◆ Task objective
Could you extract every entry below and reproduce it exactly?

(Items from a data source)

• • • • •

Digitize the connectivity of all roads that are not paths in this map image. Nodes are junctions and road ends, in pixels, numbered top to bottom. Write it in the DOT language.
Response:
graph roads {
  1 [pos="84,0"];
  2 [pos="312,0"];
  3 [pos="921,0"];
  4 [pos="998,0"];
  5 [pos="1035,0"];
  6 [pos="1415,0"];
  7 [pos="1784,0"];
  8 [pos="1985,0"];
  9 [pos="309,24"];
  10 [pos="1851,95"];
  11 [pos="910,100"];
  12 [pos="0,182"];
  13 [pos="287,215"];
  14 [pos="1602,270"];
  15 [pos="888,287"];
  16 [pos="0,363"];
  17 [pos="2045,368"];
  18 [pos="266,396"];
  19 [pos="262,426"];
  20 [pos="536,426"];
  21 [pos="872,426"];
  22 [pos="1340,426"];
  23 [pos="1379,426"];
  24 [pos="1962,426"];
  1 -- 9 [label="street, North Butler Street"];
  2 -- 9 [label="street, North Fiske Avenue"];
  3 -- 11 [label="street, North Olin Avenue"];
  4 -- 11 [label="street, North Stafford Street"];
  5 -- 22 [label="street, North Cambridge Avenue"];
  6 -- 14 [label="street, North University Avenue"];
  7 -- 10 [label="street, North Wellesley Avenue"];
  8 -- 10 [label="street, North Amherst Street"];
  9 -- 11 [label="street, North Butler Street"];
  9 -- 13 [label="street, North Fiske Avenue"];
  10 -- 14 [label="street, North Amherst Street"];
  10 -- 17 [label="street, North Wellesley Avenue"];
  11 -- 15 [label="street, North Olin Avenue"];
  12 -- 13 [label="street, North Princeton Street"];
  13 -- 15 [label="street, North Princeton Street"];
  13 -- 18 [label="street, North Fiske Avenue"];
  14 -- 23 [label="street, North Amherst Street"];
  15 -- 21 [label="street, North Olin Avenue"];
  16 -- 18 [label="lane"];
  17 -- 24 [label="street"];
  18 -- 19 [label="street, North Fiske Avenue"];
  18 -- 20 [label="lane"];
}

• • • • •

◆ Result
Digitize the connectivity of all roads that are not paths in this map image. Nodes are junctions and road ends, in pixels, numbered top to bottom. Write it in the DOT language.
Response:
graph roads {
  1 [pos="84,0"];
  2 [pos="312,0"];
  3 [pos="921,0"];
  4 [pos="998,0"];
  5 [pos="1035,0"];
  6 [pos="1415,0"];
  7 [pos="1784,0"];
  8 [pos="1985,0"];
  9 [pos="309,24"];
  10 [pos="1851,95"];
  11 [pos="910,100"];
  12 [pos="0,182"];
  13 [pos="287,215"];
  14 [pos="1602,270"];
  15 [pos="888,287"];
  16 [pos="0,363"];
  17 [pos="2045,368"];
  18 [pos="266,396"];
  19 [pos="262,426"];
  20 [pos="536,426"];
  21 [pos="872,426"];
  22 [pos="1340,426"];
  23 [pos="1379,426"];
  24 [pos="1962,426"];
  1 -- 9 [label="street, North Butler Street"];
  2 -- 9 [label="street, North Fiske Avenue"];
  3 -- 11 [label="street, North Olin Avenue"];
  4 -- 11 [label="street, North Stafford Street"];
  5 -- 22 [label="street, North Cambridge Avenue"];
  6 -- 14 [label="street, North University Avenue"];
  7 -- 10 [label="street, North Wellesley Avenue"];
  8 -- 10 [label="street, North Amherst Street"];
  9 -- 11 [label="street, North Butler Street"];
  9 -- 13 [label="street, North Fiske Avenue"];
  10 -- 14 [label="street, North Amherst Street"];
  10 -- 17 [label="street, North Wellesley Avenue"];
  11 -- 15 [label="street, North Olin Avenue"];
  12 -- 13 [label="street, North Princeton Street"];
  13 -- 15 [label="street, North Princeton Street"];
  13 -- 18 [label="street, North Fiske Avenue"];
  14 -- 23 [label="street, North Amherst Street"];
  15 -- 21 [label="street, North Olin Avenue"];
  16 -- 18 [label="lane"];
  17 -- 24 [label="street"];
  18 -- 19 [label="street, North Fiske Avenue"];
  18 -- 20 [label="lane"];
}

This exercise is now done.